Il giardino storico è suddiviso in due parti: il giardino settecentesco, formale e geometrico, e quello romantico, boscoso e ricco di canali acquatici. L'area del primo è perimetrata da fossati ed è ripartita in otto stanze verdi, un tempo delimitate da siepi rese eccezionali dall'arte topiaria. Alla sinistra dello spettatore si innalza un'aranciera neogotica ornata da undici arcate a sesto acuto. Nel fondo si apre una grande peschiera di acqua purissima in cui venivano posti i pesci per perdere il gusto limaccioso prima di essere portati nelle cucine della villa. Nel 1827 la marchesa Ippolita Livezzani, vedova del conte Cristoforo Munarini Sorra, decide di trasformare il giardino formale in giardino all'inglese di gusto prettamente romantico. Questa parte del giardino racchiude tutta una serie di sorprese che, se dovevano apparire portentose ai visitatori del tempo, non mancano di stupire neppure oggi.

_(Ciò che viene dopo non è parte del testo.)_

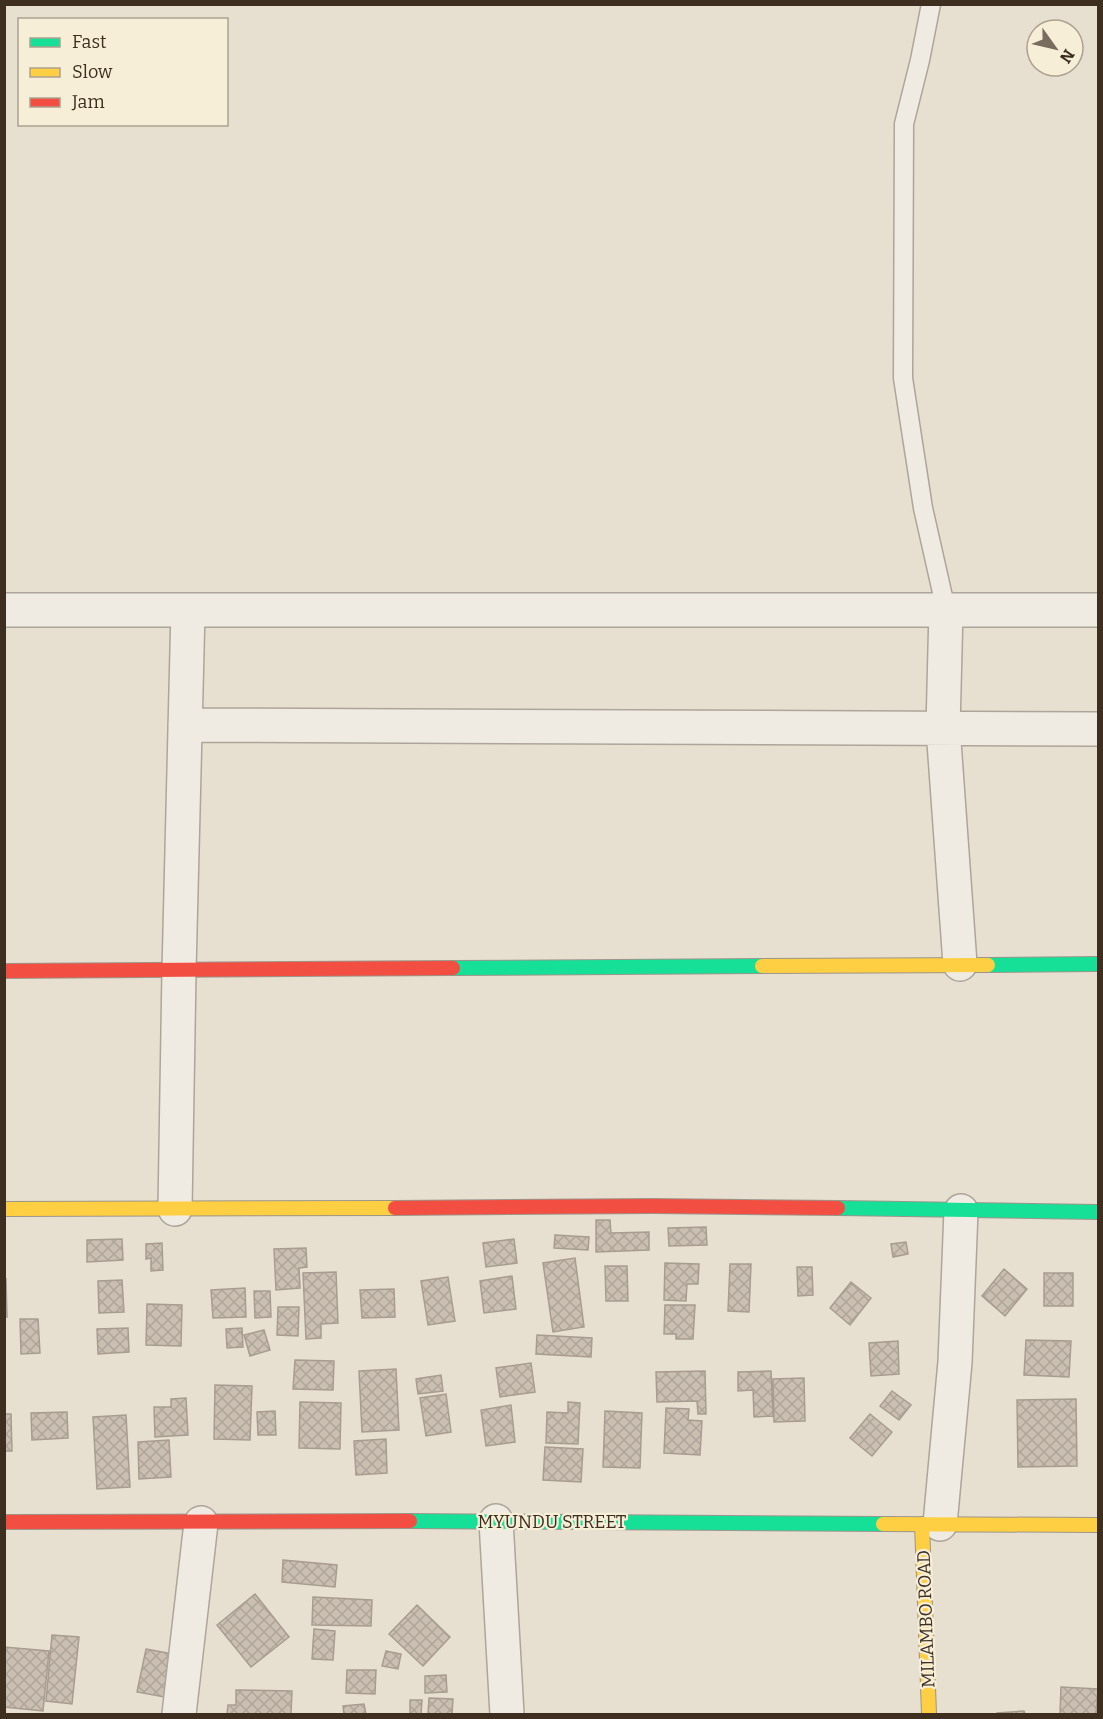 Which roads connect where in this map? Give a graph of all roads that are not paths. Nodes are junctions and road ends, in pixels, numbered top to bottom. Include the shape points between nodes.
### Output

Inoltrandosi nel silenzio della fitta vegetazione, attraverso ponticelli che collegano un'isola all'altra e che interrompono a tratti la visuale dei canali punteggiati di ninfee, per prima cosa ci si imbatte nella "Kaffeehaus" o anche "Stanza del romito", che con i suoi improvvisi spruzzi d'acqua interni faceva sussultare i cuori dei nobili e li divertiva, ricordando loro che in ogni momento, anche il più tranquillo, può accadere qualcosa di straordinario. Il paesaggista bolognese Campedelli inserisce a sua volta nel giardino romantico i resti delle terme affacciate su un laghetto, che anticamente era percorribile in barca. Sulle sue sponde sono posti anche uno scalo abbandonato e una terrazza belvedere, la cui parte sottostante è raggiungibile tramite una breve grotta scavata nella roccia, molto buia e verosimilmente abitata da diversi tipi di animali. All'ingresso della grotta, fino a qualche anno fa, una statua raffigurante un gobbo indicava la scarsa altezza del passaggio sotterraneo. Alzando gli occhi verso le cime degli alberi, dalla terrazza, è facile avvistare il volo silenzioso degli aironi cenerini e il guizzare fulmineo del martin pescatore.

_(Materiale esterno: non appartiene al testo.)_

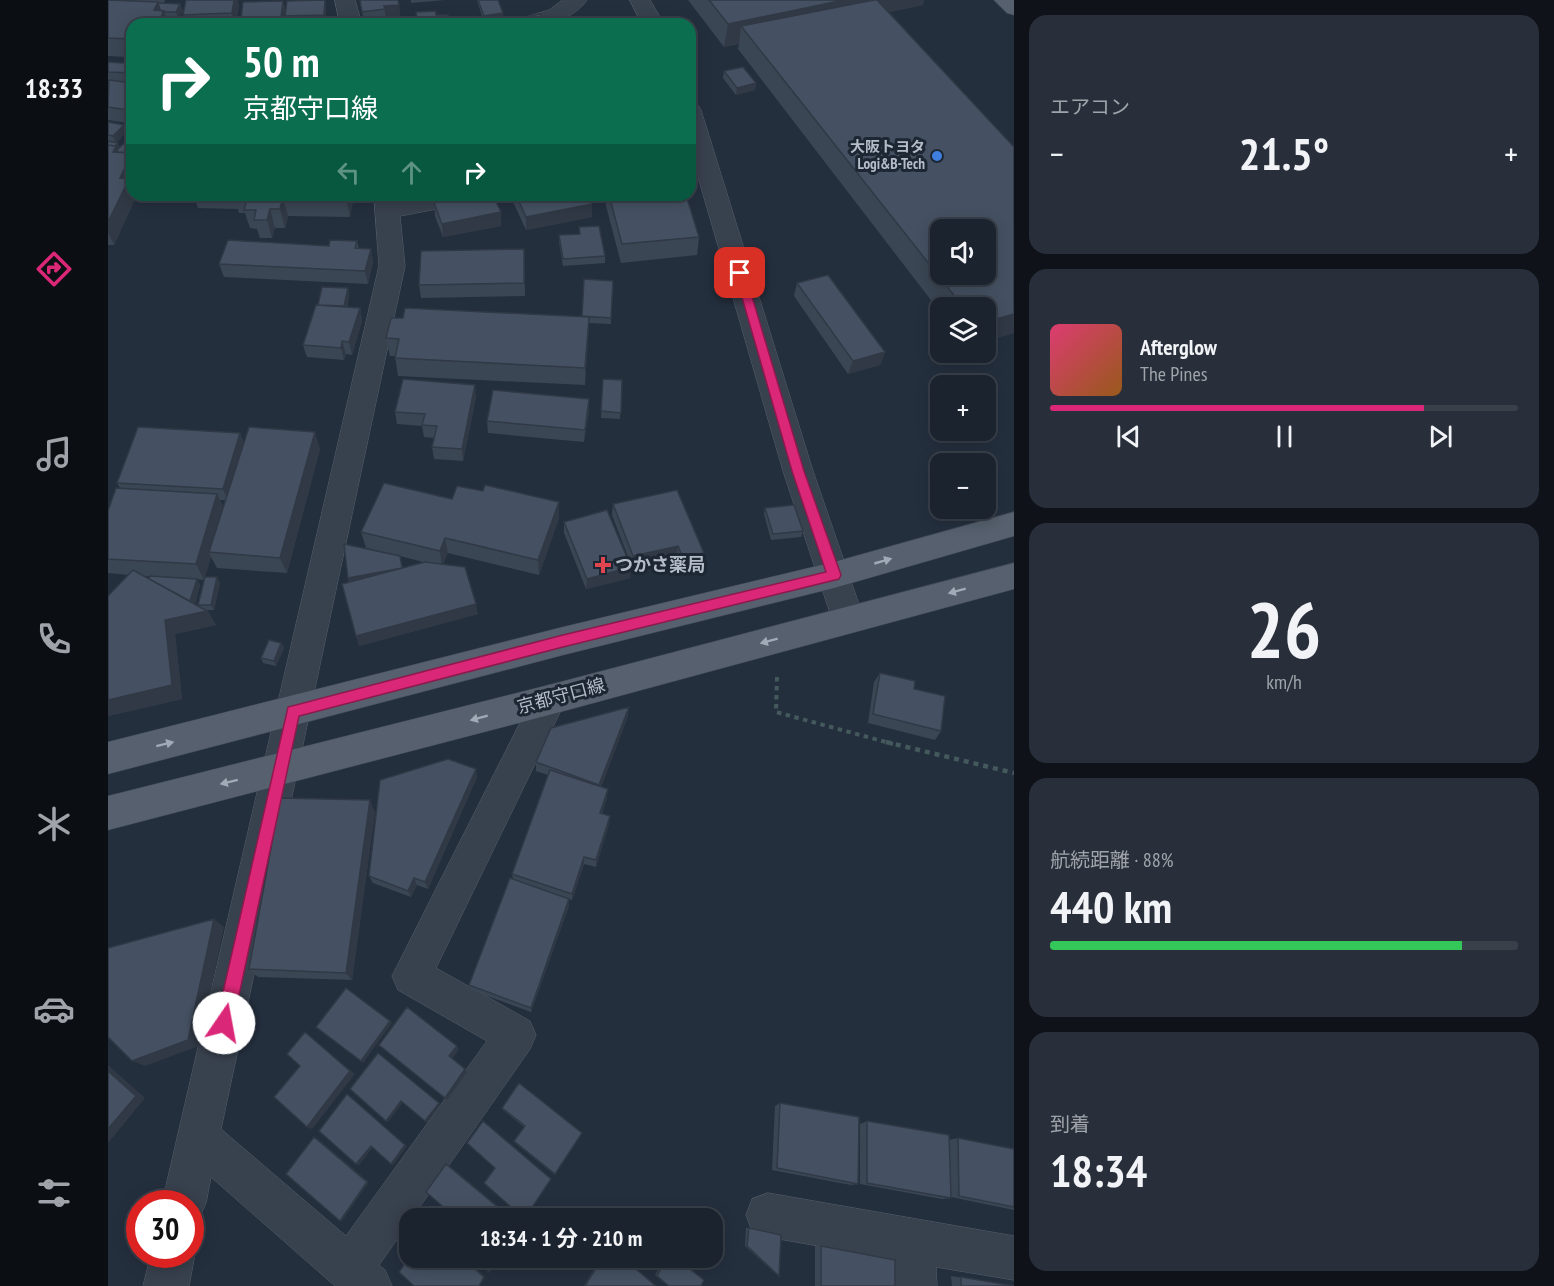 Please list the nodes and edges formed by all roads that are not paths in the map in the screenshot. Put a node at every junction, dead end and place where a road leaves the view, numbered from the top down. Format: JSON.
{"nodes":[{"id":1,"x":345,"y":0,"type":"edge"},
{"id":2,"x":578,"y":0,"type":"edge"},
{"id":3,"x":640,"y":0,"type":"edge"},
{"id":4,"x":1004,"y":0,"type":"edge"},
{"id":5,"x":1014,"y":9,"type":"edge"},
{"id":6,"x":350,"y":18,"type":"edge"},
{"id":7,"x":544,"y":18,"type":"edge"},
{"id":8,"x":650,"y":18,"type":"edge"},
{"id":9,"x":696,"y":145,"type":"edge"},
{"id":10,"x":699,"y":163,"type":"edge"},
{"id":11,"x":387,"y":202,"type":"edge"},
{"id":12,"x":1014,"y":524,"type":"edge"},
{"id":13,"x":834,"y":575,"type":"junction"},
{"id":14,"x":1014,"y":576,"type":"edge"},
{"id":15,"x":848,"y":619,"type":"junction"},
{"id":16,"x":549,"y":700,"type":"junction"},
{"id":17,"x":293,"y":711,"type":"junction"},
{"id":18,"x":108,"y":758,"type":"edge"},
{"id":19,"x":280,"y":770,"type":"junction"},
{"id":20,"x":108,"y":813,"type":"edge"},
{"id":21,"x":199,"y":1138,"type":"junction"},
{"id":22,"x":187,"y":1190,"type":"edge"},
{"id":23,"x":768,"y":1215,"type":"dead end"},
{"id":24,"x":913,"y":1240,"type":"junction"},
{"id":25,"x":1014,"y":1258,"type":"edge"},
{"id":26,"x":170,"y":1268,"type":"edge"},
{"id":27,"x":359,"y":1277,"type":"edge"},
{"id":28,"x":166,"y":1286,"type":"edge"},
{"id":29,"x":914,"y":1286,"type":"edge"}],
"edges":[{"from":1,"to":6,"type":"street"},
{"from":2,"to":7,"type":"street"},
{"from":3,"to":8,"type":"street"},
{"from":4,"to":5,"type":"main road"},
{"from":9,"to":10,"type":"street"},
{"from":10,"to":13,"type":"street"},
{"from":11,"to":17,"type":"street"},
{"from":13,"to":12,"type":"main road","one_way":true},
{"from":13,"to":15,"type":"street"},
{"from":13,"to":17,"type":"main road"},
{"from":14,"to":15,"type":"main road","name":"京都守口線","one_way":true},
{"from":15,"to":16,"type":"main road","name":"京都守口線","one_way":true},
{"from":16,"to":19,"type":"main road","name":"京都守口線","one_way":true},
{"from":16,"to":27,"type":"street"},
{"from":18,"to":17,"type":"main road","one_way":true},
{"from":17,"to":19,"type":"street"},
{"from":19,"to":20,"type":"main road","name":"京都守口線","one_way":true},
{"from":19,"to":21,"type":"street"},
{"from":21,"to":22,"type":"street"},
{"from":21,"to":27,"type":"street"},
{"from":23,"to":24,"type":"street"},
{"from":24,"to":25,"type":"street"},
{"from":24,"to":29,"type":"street"},
{"from":26,"to":28,"type":"street"}]}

Il paesaggista modenese Tommaso Giovanardi ha invece progettato per il giardino le rovine di un castello medievale, un tempo accessibile, sia all'interno delle alte torri, finemente decorate, sia nelle segrete. Alla magia di tutti questi percorsi bui e tortuosi, di tutte queste grotte silenziose e piene di mistero nostalgico si uniscono le tradizioni locali secondo cui passaggi segreti congiungevano Villa Sorra all'abitato di Castelfranco permettendo scorrerie amorose ai nobili villeggianti. La capanna del pescatore (bisognosa di un accurato restauro) e la capanna del cacciatore (di cui rimangono poche rovine), oltre alle statue e alle urne in pietra in ricordo degli amati cani dei conti Sorra, sono esempi interessanti del ricco repertorio del giardino romantico e della sua filosofia giocosa e al contempo meditabonda.